From the May-June 2015 issue of News & Letters
by Terry Moon
Is the March 19 murder of Farkhunda by a mob of men who beat her to death with stones and sticks, ran her over with a car, threw her body on the banks of the Kabul River and lit it on fire, a turning point for women in Afghanistan? Some are saying it is.
Farkhunda was a 27-year-old woman who was studying religion and thought she had a right to criticize mullahs selling good luck charms at a religious shrine in central Kabul. But then one mullah started screaming that she was an infidel and had burned the Koran. Even though Farkhunda had been at the shrine for hours castigating the trinket sellers as un-Islamic, the lynch mob believed the mullah and turned on her with inhuman fury.
Her death was captured by cell phones and projected on social media. The impact was profound. Nargis Azaryun, a youth activist and member of Women Living Under Muslim Laws (WLUML), expressed what many felt when she checked her facebook page that morning: “The first sentences I read about the incident left me in shock: ‘Today we killed a woman who burned the Koran. Allah Akbar.’… I cried for hours, thinking how helpless she was when they were kicking her. She kept screaming and saying, ‘I haven’t burned the Koran,’ but no one was listening to her….The police did not help her because everyone believed that she deserved to die, deserved to be burned to death….”
Because Farkhunda’s death was broadcast all over social media, because it was so horrific and because there was such an outcry—for once, instead of taking the man’s word as the unchallenged truth—her murder was investigated and she was declared “completely innocent.”
AFGHAN WOMEN STAND TALL
Then women did something unprecedented: they went to Farkhunda’s family and asked if they could carry her coffin, this in a country where women are often banned from attending funerals. The women who made this move were activists, belonging to groups like WLUML, Solidarity Party, Women for Women International-Afghanistan; others held professional jobs in the city or university.
There is no question that they were aware of what happened in Turkey in February at the funeral of 19-year-old student Özgecan Aslan, who was savagely sexually assaulted and murdered. Over 5,000 came to her funeral where women refused the Imam’s orders to step to the back of the crowd. Instead women stepped forward to carry Aslan’s coffin and bury her, vowing: “No other man’s hands would touch her again.” (See “From Turkey to USA, women as force & reason fight inhumanity,” March-April 2015 N&L.)
In Afghanistan at the burial the women chanted: “We want justice!” and “We are all Farkhunda!” A member of WLUML said that at Farkhunda’s funeral, “For the first time in Afghanistan we stood tall to say that no man will touch her burnt body’s coffin.”
It didn’t end there.

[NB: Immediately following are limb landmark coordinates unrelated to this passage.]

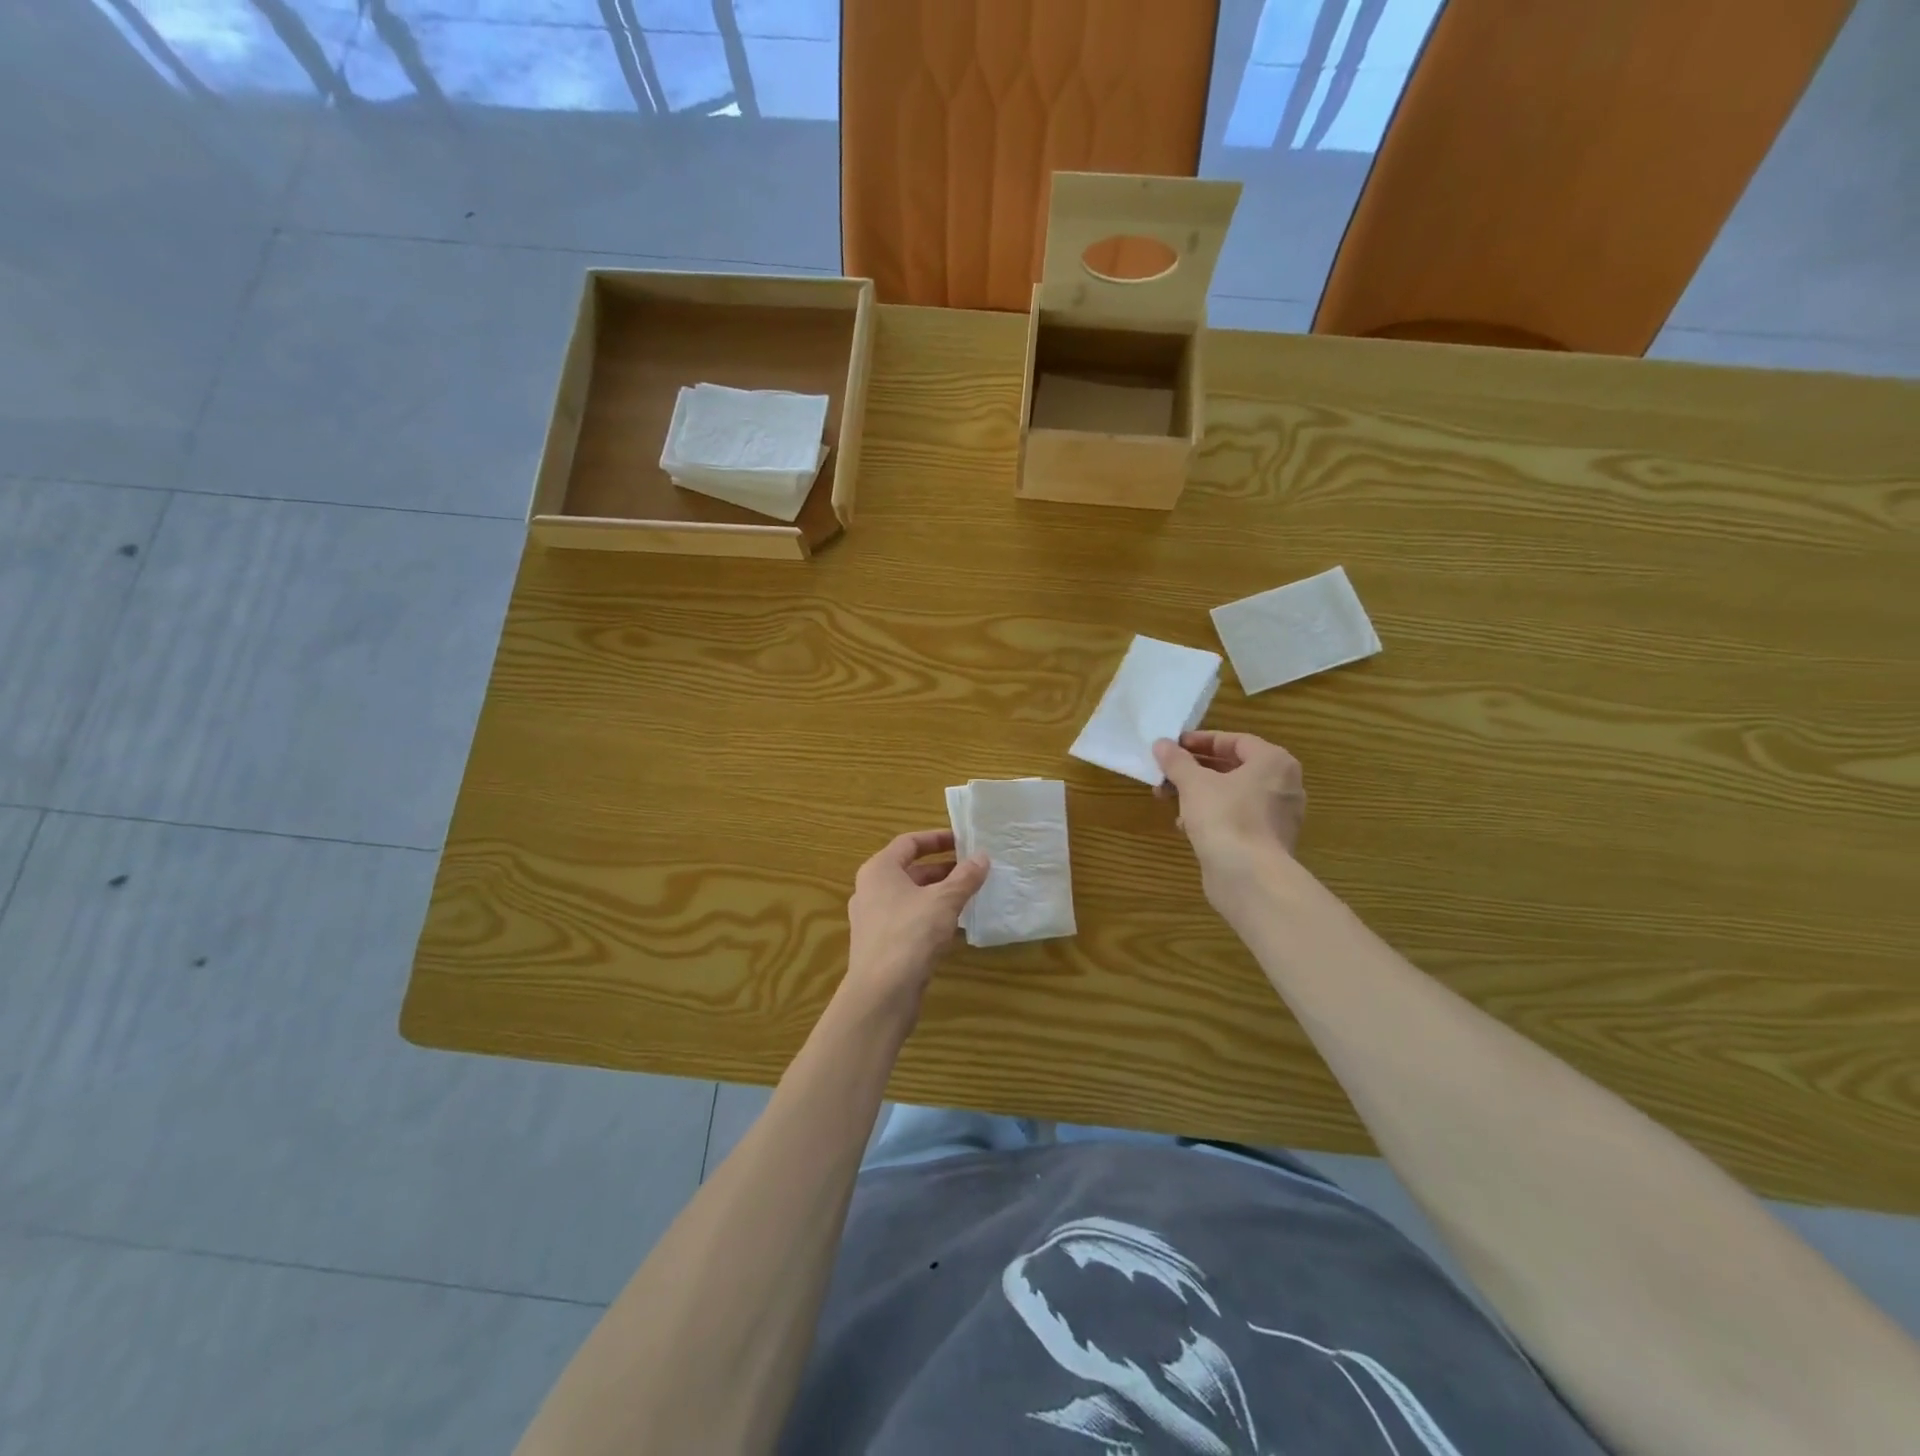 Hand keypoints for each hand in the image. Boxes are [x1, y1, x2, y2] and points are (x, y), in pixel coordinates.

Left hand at [844, 830, 988, 1010]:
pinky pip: (909, 920)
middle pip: (910, 870)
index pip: (909, 842)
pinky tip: (955, 926)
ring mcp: (873, 919)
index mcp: (879, 870)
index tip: (964, 841)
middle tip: (974, 870)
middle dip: (943, 869)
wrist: (881, 994)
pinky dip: (931, 917)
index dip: (937, 838)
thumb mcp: (944, 901)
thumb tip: (982, 857)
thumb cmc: (910, 934)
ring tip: (970, 895)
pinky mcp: (881, 945)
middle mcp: (871, 890)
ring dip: (939, 894)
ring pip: (911, 897)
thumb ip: (965, 877)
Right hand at [1153, 731, 1305, 900]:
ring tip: (1168, 799)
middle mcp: (1283, 786)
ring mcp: (1277, 817)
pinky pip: (1236, 819)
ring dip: (1199, 794)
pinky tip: (1184, 826)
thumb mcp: (1194, 783)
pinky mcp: (1266, 842)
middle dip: (1195, 770)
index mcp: (1273, 762)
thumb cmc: (1225, 818)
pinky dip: (1211, 817)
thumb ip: (1177, 761)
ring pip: (1232, 795)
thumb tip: (1161, 744)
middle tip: (1166, 773)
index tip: (1173, 747)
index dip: (1201, 741)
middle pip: (1233, 768)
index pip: (1235, 741)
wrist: (1249, 878) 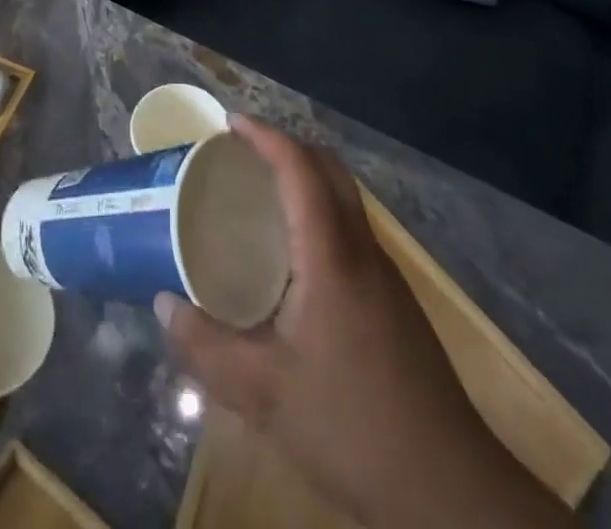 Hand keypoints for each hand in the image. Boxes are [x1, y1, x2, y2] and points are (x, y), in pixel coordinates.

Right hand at [156, 117, 572, 528]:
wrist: (447, 487)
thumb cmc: (350, 425)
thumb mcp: (261, 392)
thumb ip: (205, 347)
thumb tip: (163, 303)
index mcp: (330, 254)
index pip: (300, 167)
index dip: (265, 135)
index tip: (230, 122)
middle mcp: (361, 248)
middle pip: (329, 168)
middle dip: (287, 144)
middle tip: (242, 151)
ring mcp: (384, 273)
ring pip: (345, 197)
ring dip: (306, 176)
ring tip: (261, 193)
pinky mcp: (394, 300)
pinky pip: (351, 228)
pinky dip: (320, 211)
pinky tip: (294, 254) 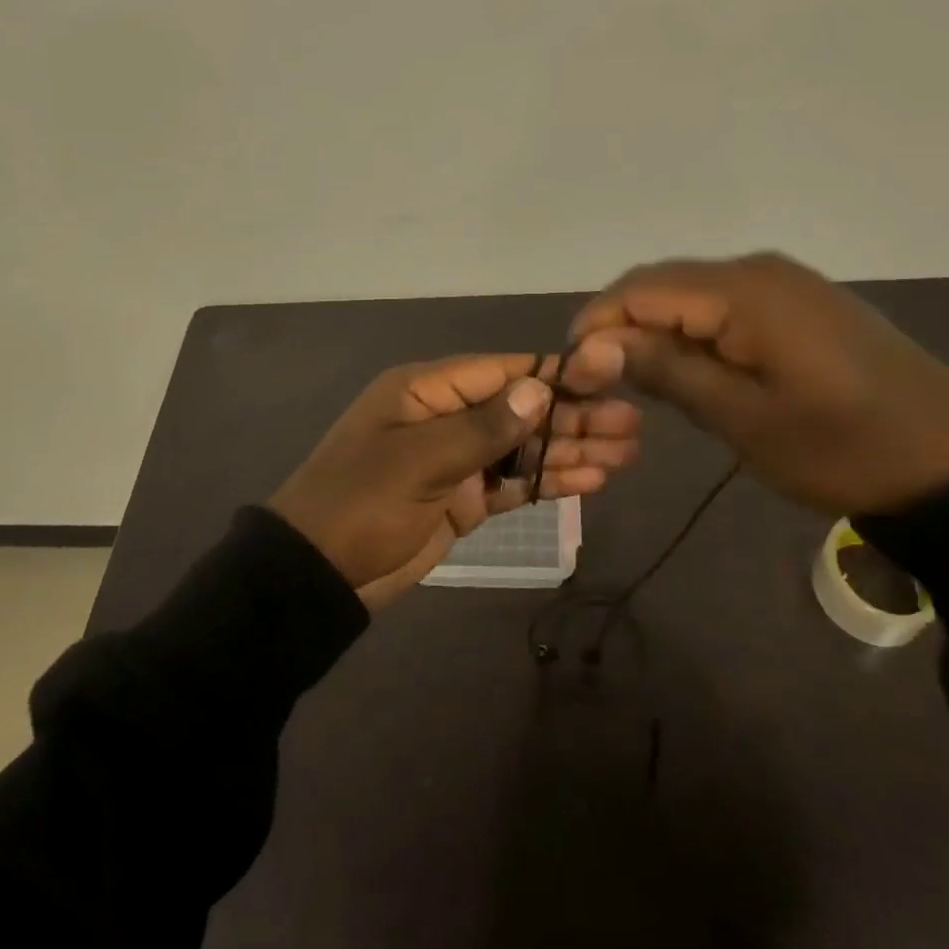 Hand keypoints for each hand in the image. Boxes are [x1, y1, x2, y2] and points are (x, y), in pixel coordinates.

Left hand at [269, 344, 639, 610]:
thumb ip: (483, 427)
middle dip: (575, 417)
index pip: (503, 371)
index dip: (556, 375)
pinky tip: (592, 481)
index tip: (609, 380)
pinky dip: (550, 482)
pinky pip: (514, 483)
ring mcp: (458, 459)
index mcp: (429, 390)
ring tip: (627, 454)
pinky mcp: (464, 499)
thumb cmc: (361, 504)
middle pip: (522, 410)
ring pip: (525, 447)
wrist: (316, 577)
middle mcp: (448, 416)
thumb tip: (539, 388)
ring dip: (572, 450)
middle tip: (632, 427)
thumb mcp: (419, 461)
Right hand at [571, 253, 948, 515]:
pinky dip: (694, 329)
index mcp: (742, 292)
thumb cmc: (842, 446)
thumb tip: (594, 346)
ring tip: (640, 380)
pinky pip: (725, 302)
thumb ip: (666, 370)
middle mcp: (757, 269)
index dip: (597, 325)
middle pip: (662, 283)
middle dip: (622, 325)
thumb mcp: (743, 418)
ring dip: (657, 328)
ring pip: (691, 292)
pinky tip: (692, 367)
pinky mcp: (799, 300)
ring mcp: (782, 281)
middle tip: (601, 381)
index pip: (640, 289)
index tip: (573, 371)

On March 24 thousands of demonstrators marched on Afghanistan’s Supreme Court demanding justice for Farkhunda, the second protest in as many days. Organizers estimated that 3,000 marched—one of the largest demonstrations ever in Kabul. Demonstrators shouted, “Justice for Farkhunda” and “Down with ignorance.” Afghans in other countries have demonstrated too.
At the March 24 demonstration, the head of the Afghanistan Women’s Council, Fatana Gailani, expressed the hope that Farkhunda’s death would be a catalyst for change. Others thought the response to her death had brought people together who were sickened by the inhumanity of her attackers. Is this the beginning of a better life for Afghan women?
WOMEN AS FORCE AND REASON
If Farkhunda had burned the Koran, would there have been an outcry? When it was thought she had, the police stood by and watched her murder. A spokesman for them said that the killing of “an unbeliever” was justified. What of the women who are jailed for years for running away from home to avoid a forced marriage or those who die from honor killings? Who carries their coffins or demonstrates in the streets shouting for justice for them?
It means something that these women stood tall in Kabul. They took matters into their own hands and revealed their creativity through action, which is the way that genuine change comes about.
Azaryun made this clear, saying: “I picked up [Farkhunda’s coffin] because I wanted to tell the women in this country that if we want to achieve anything we should sit up and do what we want to do. Do it like a woman. And if we stick together, we break taboos. We proved it yesterday. No one could stop us yesterday from being by Farkhunda’s side because we were together and supporters of each other.”